For commitment information not found at the State Archives, check with clerks of court in the various Indiana counties. Some clerks still have their copies of old inquests for insanity or the so-called “Insane Books.”
These elements must be protected regardless of where they are found—in a patient’s medical record, an admission register, financial records, operational records such as meeting minutes and contracts.
How health information providers in each state safeguard PHI is determined by a preemptive analysis. If state confidentiality statutes are more restrictive, they preempt HIPAA. Conversely, HIPAA standards prevail if they are more restrictive. In some cases the outcome is a blend of state and federal law.
In Indiana’s case, state laws on access to confidential mental health records were determined in most instances to be more restrictive, so they prevail. Briefly, a patient’s mental health record is confidential and cannot be disclosed without the consent of the patient. In the case of minors or person incapable of giving consent, a parent, a guardian, or a health care representative may exercise the patient’s right. In the absence of consent, state law provides a mechanism for court ordered disclosure of a mental health record following a hearing, but this process is mainly limited to situations in which there is pending litigation.
The big issue for most family historians is access to decedents’ records. Here again, Indiana Code governs. Basically, consent to the release of a deceased patient’s records may be given by the personal representative of the patient’s estate, then by a spouse, and, finally, by “a responsible member of the patient’s family.” For purposes of access, the State Archives defines a “responsible member of the patient’s family” as someone related to the patient. Along with a signed Consent to Release Information, the State Archives requires proof that the patient is deceased and evidence of relationship.
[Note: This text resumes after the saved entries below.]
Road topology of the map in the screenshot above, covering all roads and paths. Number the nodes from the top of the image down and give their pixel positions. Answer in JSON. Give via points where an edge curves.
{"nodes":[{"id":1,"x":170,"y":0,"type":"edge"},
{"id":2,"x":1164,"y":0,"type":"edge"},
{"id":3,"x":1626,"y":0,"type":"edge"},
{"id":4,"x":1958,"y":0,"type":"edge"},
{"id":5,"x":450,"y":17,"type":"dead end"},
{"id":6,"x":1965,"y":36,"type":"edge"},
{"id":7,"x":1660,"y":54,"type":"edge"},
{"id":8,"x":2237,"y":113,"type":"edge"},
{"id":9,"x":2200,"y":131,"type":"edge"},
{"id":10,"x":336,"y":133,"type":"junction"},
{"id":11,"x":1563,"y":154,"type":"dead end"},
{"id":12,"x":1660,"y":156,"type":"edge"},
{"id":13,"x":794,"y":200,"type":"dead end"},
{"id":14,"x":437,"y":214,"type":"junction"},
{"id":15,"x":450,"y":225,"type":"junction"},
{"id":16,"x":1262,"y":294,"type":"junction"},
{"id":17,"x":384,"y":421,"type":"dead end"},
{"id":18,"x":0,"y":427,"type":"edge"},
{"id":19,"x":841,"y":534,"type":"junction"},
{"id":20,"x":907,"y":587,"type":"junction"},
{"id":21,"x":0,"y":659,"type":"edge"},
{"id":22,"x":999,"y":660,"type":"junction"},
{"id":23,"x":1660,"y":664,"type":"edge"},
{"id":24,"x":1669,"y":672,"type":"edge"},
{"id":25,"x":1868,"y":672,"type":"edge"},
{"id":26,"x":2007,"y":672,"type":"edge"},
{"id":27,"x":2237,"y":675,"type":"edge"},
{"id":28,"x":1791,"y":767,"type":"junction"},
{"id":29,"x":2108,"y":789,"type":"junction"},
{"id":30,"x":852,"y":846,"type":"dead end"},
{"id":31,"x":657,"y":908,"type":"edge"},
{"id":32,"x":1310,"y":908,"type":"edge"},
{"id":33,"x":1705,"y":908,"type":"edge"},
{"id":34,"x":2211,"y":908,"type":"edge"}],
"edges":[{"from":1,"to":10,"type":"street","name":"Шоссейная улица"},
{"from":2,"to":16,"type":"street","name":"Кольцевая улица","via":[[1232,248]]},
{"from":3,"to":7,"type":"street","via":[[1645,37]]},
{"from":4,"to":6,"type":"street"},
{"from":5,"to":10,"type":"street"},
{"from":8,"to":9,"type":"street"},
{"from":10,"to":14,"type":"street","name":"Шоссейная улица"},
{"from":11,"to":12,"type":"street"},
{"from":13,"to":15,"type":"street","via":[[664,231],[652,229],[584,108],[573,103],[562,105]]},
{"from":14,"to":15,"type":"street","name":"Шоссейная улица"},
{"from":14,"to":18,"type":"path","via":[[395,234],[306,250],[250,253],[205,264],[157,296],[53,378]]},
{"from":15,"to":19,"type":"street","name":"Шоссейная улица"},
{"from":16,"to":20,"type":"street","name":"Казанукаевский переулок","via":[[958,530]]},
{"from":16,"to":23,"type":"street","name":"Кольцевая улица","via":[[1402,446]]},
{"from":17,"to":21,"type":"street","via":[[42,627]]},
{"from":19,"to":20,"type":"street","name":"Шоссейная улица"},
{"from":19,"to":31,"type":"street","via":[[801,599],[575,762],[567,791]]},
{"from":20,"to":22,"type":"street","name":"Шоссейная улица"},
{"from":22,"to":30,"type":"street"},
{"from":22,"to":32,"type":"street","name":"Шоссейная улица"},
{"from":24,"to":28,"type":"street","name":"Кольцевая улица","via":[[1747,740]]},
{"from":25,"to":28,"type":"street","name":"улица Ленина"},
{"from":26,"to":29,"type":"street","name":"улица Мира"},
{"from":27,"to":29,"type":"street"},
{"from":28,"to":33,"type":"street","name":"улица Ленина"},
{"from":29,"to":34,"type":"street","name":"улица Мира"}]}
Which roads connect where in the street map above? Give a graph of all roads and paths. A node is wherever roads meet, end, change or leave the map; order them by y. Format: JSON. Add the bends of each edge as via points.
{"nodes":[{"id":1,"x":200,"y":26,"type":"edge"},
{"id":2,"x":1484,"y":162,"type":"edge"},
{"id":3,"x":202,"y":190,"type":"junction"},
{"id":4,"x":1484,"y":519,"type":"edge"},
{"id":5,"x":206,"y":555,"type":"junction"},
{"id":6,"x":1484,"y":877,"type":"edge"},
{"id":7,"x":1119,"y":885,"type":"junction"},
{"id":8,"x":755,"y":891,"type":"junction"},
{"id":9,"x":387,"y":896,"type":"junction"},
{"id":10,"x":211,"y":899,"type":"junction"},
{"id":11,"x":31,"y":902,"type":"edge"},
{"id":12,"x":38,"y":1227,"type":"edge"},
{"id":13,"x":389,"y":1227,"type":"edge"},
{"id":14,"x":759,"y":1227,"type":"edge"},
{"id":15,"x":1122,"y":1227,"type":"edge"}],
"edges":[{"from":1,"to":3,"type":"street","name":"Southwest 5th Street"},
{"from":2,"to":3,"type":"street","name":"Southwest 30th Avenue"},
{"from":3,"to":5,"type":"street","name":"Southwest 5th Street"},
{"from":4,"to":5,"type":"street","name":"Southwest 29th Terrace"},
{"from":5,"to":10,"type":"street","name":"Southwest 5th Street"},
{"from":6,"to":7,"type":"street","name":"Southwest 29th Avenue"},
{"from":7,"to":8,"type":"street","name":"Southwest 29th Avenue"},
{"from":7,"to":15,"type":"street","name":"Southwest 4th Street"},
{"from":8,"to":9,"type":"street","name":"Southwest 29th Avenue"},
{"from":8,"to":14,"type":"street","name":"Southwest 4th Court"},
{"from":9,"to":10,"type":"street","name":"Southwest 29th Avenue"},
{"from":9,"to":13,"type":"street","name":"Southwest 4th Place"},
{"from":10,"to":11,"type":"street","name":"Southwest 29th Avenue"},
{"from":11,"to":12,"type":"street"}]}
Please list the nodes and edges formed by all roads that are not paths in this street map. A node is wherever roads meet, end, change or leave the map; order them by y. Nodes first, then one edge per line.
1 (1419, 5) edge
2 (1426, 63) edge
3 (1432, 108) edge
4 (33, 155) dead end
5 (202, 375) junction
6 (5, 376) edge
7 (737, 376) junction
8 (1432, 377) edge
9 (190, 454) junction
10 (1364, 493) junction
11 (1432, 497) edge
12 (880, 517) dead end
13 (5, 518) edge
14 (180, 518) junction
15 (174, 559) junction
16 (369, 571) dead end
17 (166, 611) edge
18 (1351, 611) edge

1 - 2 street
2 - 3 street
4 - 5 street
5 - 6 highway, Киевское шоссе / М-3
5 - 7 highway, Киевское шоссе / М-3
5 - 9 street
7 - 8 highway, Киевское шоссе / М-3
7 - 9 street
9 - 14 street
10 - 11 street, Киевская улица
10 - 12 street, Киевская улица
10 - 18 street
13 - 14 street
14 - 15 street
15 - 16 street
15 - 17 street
In practice this means copies of documents showing relationship to the deceased patient, such as birth, death, marriage certificates, census records, obituaries, and more.
For Indiana, the big change wrought by HIPAA involves the terminal date of confidentiality. Indiana Code opens most records to public access after seventy-five years. HIPAA provides no time limitation on confidentiality, so it is more restrictive. As a result, Indiana mental health records presently are confidential in perpetuity. Amending HIPAA to impose a time limit on restrictions to decedent health information will take a determined lobbying effort by genealogists.
The time limitation issue aside, HIPAA is not a blanket prohibition on access to mental health records. Researchers need to determine how HIPAA affects confidentiality statutes in their respective states before requesting confidential information and then work with health information providers in order to access the wealth of information on family members found in state hospital records. Indiana is fortunate indeed that so much of its institutional heritage has been preserved for future generations by the Indiana State Archives.
Alan January is Director of Patron Services at the Indiana State Archives. He holds a Ph.D. in American History from the University of Iowa. Versions of this article were delivered previously at the Midwest Archives Conference Annual Meeting in 2007 and the Midwestern Roots Family History and Genealogy Conference in 2008.
The author would like to thank Katherine G. Gregory, J.D., Deputy Chief Counsel in the Office of General Counsel, Indiana Family and Social Services Administration, for commenting on this article.